§ **THE DATA**
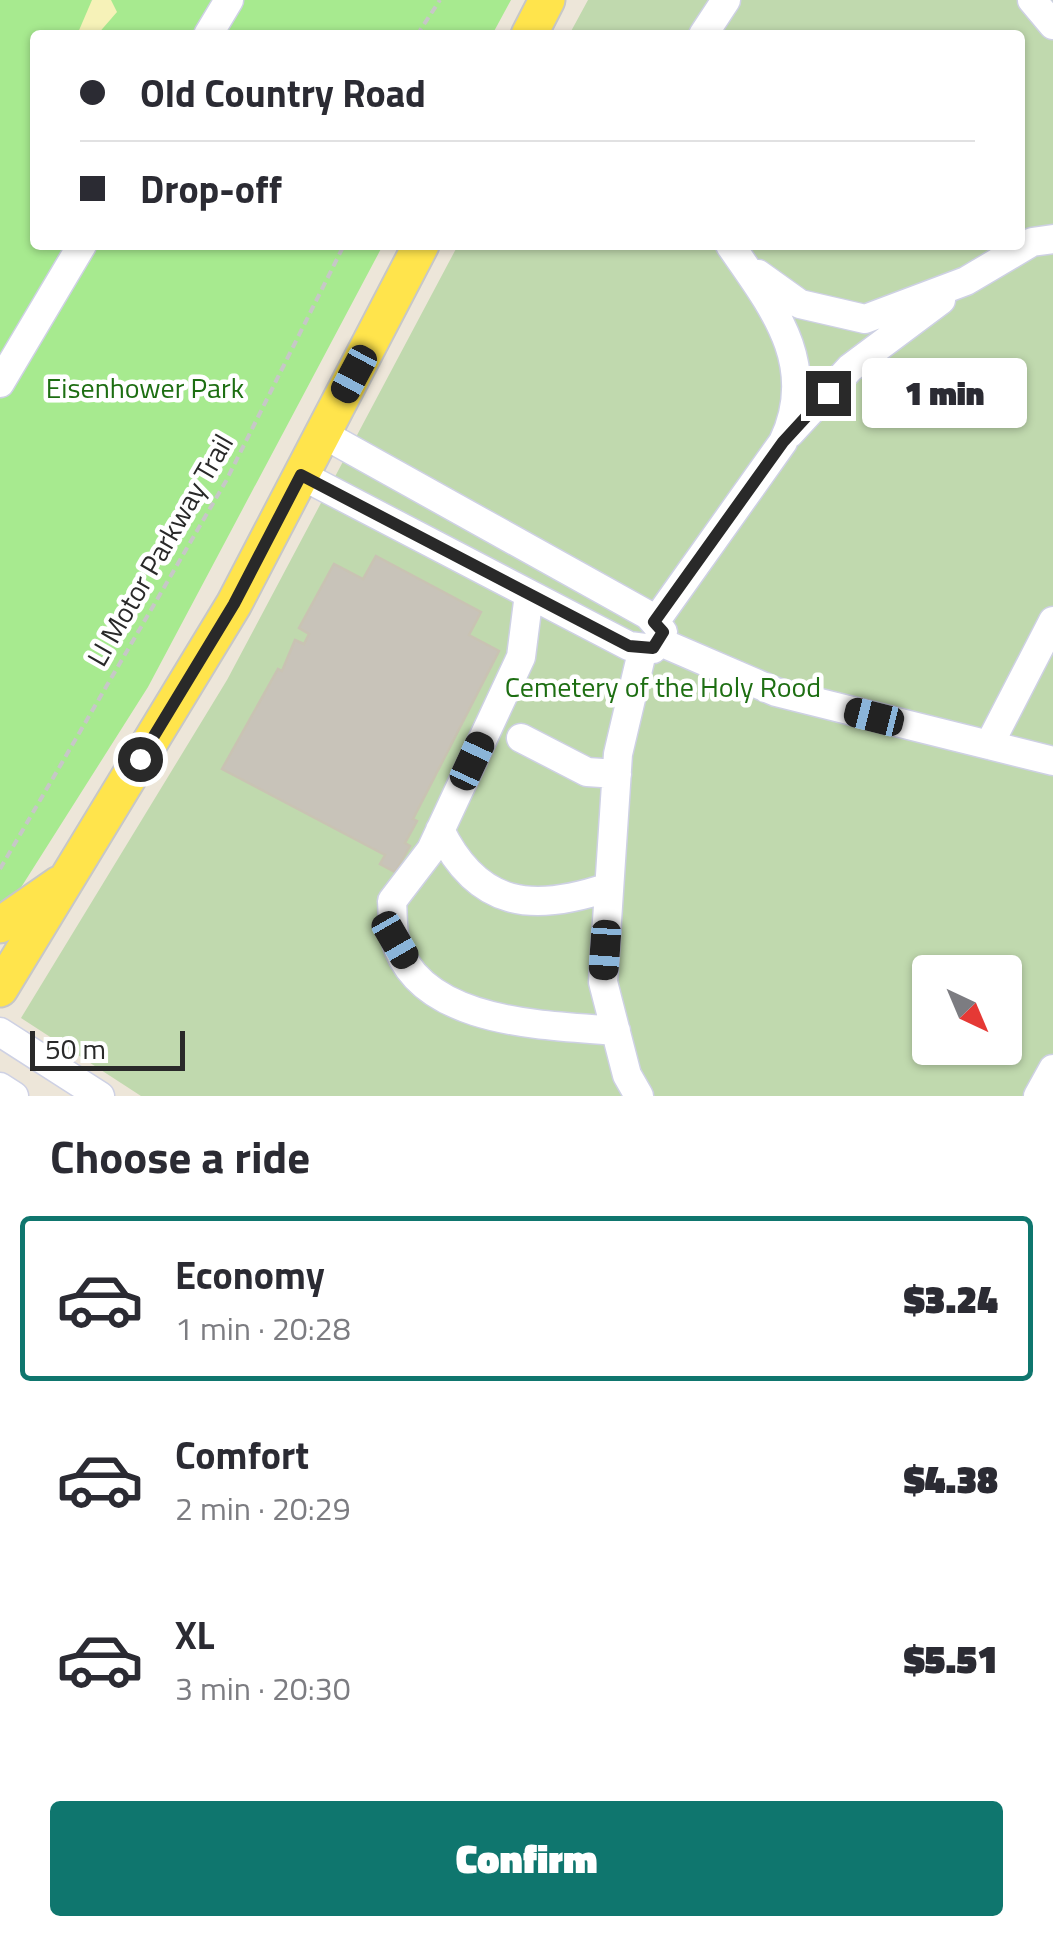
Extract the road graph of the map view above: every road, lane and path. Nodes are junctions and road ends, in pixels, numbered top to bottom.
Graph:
1 (229, 0) edge
2 (440, 0) edge
3 (547, 0) edge
4 (726, 0) edge
5 (1032, 0) edge
6 (1053, 25) edge
7 (211, 30) edge
8 (420, 30) edge
9 (532, 30) edge
10 (706, 30) edge
11 (1053, 239) edge
12 (1025, 246) edge
13 (79, 250) edge
14 (342, 250) edge
15 (418, 250) edge
16 (1018, 250) edge
17 (736, 254) edge
18 (966, 281) junction
19 (0, 383) edge
20 (323, 434) junction
21 (783, 442) junction
22 (301, 475) junction
23 (509, 537) junction
24 (520, 590) junction
25 (1053, 621) edge
26 (652, 637) junction
27 (521, 738) dead end
28 (989, 746) junction
29 (1053, 761) edge
30 (617, 774) junction
31 (440, 830) junction
32 (0, 869) edge
33 (68, 877) junction
34 (610, 887) junction
35 (0, 925) edge
36 (0, 990) edge
37 (616, 1031) junction
38 (0, 1032) edge
39 (1053, 1070) edge
40 (62, 1086) edge
41 (0, 1087) edge
42 (14, 1096) edge
43 (100, 1096) edge
44 (639, 1096) edge
45 (1038, 1096) edge

1 - 7 street
2 - 8 path
3 - 9 main road
4 - 10 street
5 - 6 street
11 - 12 street
13 - 19 street
14 - 32 path, LI Motor Parkway Trail
15 - 20 main road
16 - 18 street
17 - 18 street
17 - 21 street
18 - 21 street
20 - 22 main road
20 - 23 street
21 - 26 street
22 - 24 street
22 - 33 main road
23 - 24 street
23 - 26 street
24 - 26 street
24 - 31 street
25 - 28 street
26 - 28 street
26 - 30 street
27 - 30 street
28 - 29 street
30 - 34 street
31 - 34 street
31 - 37 street
33 - 35 main road
33 - 36 main road
34 - 37 street
37 - 44 street
38 - 40 street
39 - 45 street
40 - 43 street
41 - 42 street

§ **WHAT TO PRODUCE**
Would you output the data exactly, without any of its images?

§ **ANSWER TO THIS PROBLEM**
Extract the road graph of the map view above: every road, lane and path. Nodes are junctions and road ends, in pixels, numbered top to bottom.
Graph:
1 (229, 0) edge
2 (440, 0) edge
3 (547, 0) edge
4 (726, 0) edge
5 (1032, 0) edge
6 (1053, 25) edge
7 (211, 30) edge
8 (420, 30) edge
9 (532, 30) edge
10 (706, 30) edge
11 (1053, 239) edge
12 (1025, 246) edge
13 (79, 250) edge
14 (342, 250) edge
15 (418, 250) edge
16 (1018, 250) edge
17 (736, 254) edge
18 (966, 281) junction
19 (0, 383) edge
20 (323, 434) junction
21 (783, 442) junction
22 (301, 475) junction
23 (509, 537) junction
24 (520, 590) junction
25 (1053, 621) edge
26 (652, 637) junction
27 (521, 738) dead end
28 (989, 746) junction
29 (1053, 761) edge
30 (617, 774) junction
31 (440, 830) junction
32 (0, 869) edge
33 (68, 877) junction
34 (610, 887) junction
35 (0, 925) edge
36 (0, 990) edge
37 (616, 1031) junction
38 (0, 1032) edge
39 (1053, 1070) edge
40 (62, 1086) edge
41 (0, 1087) edge
42 (14, 1096) edge
43 (100, 1096) edge
44 (639, 1096) edge
45 (1038, 1096) edge

1 - 7 street
2 - 8 path
3 - 9 main road
4 - 10 street
5 - 6 street
11 - 12 street
13 - 19 street
14 - 32 path, LI Motor Parkway Trail
15 - 20 main road
16 - 18 street
17 - 18 street
17 - 21 street
18 - 21 street
20 - 22 main road
20 - 23 street
21 - 26 street
22 - 24 street
22 - 33 main road
23 - 24 street
23 - 26 street
24 - 26 street
24 - 31 street
25 - 28 street
26 - 28 street
26 - 30 street
27 - 30 street
28 - 29 street
30 - 34 street
31 - 34 street
31 - 37 street
33 - 35 main road
33 - 36 main road
34 - 37 street
37 - 44 street
38 - 40 street
39 - 45 street
40 - 43 street
41 - 42 street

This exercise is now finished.